REQUIREMENT: In the entries that follow, how many lines contain the word "Mehdi"? Answer with the number only.

__________________________________________________

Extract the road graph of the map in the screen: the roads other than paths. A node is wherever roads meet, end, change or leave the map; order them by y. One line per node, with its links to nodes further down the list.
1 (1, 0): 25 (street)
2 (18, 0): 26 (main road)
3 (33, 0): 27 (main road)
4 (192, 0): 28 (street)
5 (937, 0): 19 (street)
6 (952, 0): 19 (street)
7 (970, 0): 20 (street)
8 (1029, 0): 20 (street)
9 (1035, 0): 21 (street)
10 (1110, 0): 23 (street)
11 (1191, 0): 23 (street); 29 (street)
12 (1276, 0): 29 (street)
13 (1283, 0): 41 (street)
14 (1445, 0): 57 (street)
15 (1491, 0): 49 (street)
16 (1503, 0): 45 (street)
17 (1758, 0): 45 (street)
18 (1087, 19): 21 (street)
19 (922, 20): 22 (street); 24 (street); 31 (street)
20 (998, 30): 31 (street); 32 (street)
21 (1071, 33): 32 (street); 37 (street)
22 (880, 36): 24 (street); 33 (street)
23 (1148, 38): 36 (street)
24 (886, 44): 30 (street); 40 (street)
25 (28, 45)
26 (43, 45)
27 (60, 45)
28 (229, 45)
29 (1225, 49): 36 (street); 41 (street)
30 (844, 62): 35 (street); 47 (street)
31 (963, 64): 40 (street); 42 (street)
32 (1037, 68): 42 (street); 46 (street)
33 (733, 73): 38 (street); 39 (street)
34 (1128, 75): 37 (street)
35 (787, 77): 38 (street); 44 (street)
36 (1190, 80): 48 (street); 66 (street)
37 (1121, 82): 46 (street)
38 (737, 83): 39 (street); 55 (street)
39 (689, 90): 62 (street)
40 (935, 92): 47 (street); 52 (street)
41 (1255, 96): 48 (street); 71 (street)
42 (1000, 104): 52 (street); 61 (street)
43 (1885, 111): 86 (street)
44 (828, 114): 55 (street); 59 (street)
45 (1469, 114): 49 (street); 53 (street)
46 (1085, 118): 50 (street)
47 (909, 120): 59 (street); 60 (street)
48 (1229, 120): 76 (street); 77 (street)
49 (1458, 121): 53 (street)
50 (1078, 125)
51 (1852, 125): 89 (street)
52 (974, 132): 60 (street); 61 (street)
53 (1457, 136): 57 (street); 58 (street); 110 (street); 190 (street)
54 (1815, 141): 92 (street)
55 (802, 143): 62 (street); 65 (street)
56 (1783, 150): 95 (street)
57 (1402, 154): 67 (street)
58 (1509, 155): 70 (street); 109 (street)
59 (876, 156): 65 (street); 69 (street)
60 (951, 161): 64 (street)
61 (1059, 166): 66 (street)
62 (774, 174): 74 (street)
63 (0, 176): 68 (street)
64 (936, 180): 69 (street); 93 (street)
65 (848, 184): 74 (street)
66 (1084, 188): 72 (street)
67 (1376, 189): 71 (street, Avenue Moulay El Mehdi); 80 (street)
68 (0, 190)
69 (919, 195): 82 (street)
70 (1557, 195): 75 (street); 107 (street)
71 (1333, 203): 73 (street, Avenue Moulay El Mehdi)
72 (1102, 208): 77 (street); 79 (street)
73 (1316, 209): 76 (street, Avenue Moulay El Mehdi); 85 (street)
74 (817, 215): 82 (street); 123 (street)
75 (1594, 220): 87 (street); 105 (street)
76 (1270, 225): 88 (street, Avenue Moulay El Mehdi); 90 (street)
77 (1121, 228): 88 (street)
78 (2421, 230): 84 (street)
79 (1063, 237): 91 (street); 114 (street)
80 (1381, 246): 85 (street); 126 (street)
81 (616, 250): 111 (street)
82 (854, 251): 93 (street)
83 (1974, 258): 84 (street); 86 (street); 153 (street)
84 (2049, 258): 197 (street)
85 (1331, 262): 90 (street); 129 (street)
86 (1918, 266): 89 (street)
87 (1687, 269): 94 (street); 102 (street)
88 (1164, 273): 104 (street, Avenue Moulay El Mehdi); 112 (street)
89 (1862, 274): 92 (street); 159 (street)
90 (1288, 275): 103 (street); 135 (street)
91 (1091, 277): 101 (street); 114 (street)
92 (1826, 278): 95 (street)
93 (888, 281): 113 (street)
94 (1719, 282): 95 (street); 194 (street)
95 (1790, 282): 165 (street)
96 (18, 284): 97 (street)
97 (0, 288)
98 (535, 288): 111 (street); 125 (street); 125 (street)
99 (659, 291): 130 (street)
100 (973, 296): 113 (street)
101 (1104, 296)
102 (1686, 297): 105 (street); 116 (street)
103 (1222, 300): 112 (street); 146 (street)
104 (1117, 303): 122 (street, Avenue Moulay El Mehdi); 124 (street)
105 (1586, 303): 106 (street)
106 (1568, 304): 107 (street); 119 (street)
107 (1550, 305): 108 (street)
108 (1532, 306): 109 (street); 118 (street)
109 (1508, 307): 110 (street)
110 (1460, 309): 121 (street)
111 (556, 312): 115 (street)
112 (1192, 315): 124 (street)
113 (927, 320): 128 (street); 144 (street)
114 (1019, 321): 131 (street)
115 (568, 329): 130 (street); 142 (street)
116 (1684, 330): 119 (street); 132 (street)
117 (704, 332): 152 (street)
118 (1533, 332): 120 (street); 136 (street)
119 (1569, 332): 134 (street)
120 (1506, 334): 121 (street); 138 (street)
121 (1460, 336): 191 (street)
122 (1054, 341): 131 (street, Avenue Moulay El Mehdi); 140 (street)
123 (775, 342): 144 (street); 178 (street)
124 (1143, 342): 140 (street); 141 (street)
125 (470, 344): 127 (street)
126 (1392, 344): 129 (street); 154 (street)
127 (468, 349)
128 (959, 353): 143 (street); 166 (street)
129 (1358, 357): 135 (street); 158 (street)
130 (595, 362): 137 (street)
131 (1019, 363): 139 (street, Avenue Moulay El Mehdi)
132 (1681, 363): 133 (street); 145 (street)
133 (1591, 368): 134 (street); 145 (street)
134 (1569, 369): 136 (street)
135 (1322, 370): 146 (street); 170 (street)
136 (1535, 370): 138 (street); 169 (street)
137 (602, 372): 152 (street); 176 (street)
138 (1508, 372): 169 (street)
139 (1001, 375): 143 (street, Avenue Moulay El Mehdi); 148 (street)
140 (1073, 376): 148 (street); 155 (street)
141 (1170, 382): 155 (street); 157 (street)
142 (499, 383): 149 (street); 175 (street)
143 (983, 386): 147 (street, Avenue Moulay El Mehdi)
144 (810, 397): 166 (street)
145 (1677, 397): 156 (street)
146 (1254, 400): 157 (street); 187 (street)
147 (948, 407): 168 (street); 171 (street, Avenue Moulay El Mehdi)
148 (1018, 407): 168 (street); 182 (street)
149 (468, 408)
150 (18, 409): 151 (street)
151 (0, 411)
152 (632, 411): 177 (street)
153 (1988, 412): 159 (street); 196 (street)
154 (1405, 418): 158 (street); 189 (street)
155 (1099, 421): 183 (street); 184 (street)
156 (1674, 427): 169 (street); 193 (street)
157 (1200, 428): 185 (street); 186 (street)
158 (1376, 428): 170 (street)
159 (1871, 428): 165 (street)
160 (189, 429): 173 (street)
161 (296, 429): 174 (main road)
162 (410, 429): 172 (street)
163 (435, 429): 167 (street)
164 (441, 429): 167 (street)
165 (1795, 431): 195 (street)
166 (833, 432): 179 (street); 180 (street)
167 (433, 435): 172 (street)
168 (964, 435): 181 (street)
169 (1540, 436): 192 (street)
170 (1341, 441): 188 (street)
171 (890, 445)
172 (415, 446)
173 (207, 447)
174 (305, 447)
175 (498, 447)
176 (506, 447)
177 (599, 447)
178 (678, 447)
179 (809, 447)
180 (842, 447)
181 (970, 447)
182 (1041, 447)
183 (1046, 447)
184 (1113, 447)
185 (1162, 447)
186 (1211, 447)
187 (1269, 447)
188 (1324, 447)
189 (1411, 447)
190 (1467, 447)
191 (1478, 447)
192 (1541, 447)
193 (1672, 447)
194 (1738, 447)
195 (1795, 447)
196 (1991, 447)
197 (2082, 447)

__________________________________________________

ANSWER SPACE: 11